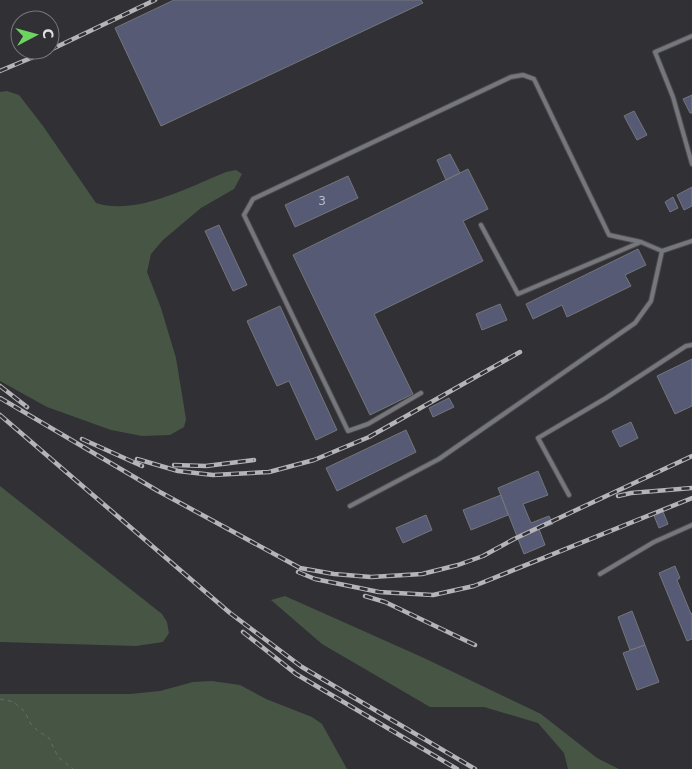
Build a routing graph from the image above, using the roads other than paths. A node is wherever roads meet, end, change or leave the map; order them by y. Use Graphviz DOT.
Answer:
graph roads {
  1 [pos="692,36"];
  2 [pos="692,164"];
  3 [pos="481,225"];
  4 [pos="692,241"];
  5 [pos="641,242"];
  6 [pos="662,251"];
  7 [pos="692,346"];
  8 [pos="421,393"];
  9 [pos="569,495"];
  10 [pos="350,506"];
  11 [pos="692,524"];
  12 [pos="600,574"];
  1 -- 2 [label="lane"];
  3 -- 5 [label="lane"];
  4 -- 6 [label="lane"];
  5 -- 6 [label="lane"];
  5 -- 8 [label="lane"];
  6 -- 10 [label="lane"];
  7 -- 9 [label="lane"];
  11 -- 12 [label="lane"];
}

◆ Instructions for the task
All records are to be reproduced exactly; the pictures are to be omitted.

◆ Exercise response
Build a routing graph from the image above, using the roads other than paths. A node is wherever roads meet, end, change or leave the map; order them by y. Use Graphviz DOT.
Answer:
graph roads {
  1 [pos="692,36"];
  2 [pos="692,164"];
  3 [pos="481,225"];
  4 [pos="692,241"];
  5 [pos="641,242"];
  6 [pos="662,251"];
  7 [pos="692,346"];
  8 [pos="421,393"];
  9 [pos="569,495"];
  10 [pos="350,506"];
  11 [pos="692,524"];
  12 [pos="600,574"];
  1 -- 2 [label="lane"];
  3 -- 5 [label="lane"];
  4 -- 6 [label="lane"];
  5 -- 6 [label="lane"];
  5 -- 8 [label="lane"];
  6 -- 10 [label="lane"];
  7 -- 9 [label="lane"];
  11 -- 12 [label="lane"];
}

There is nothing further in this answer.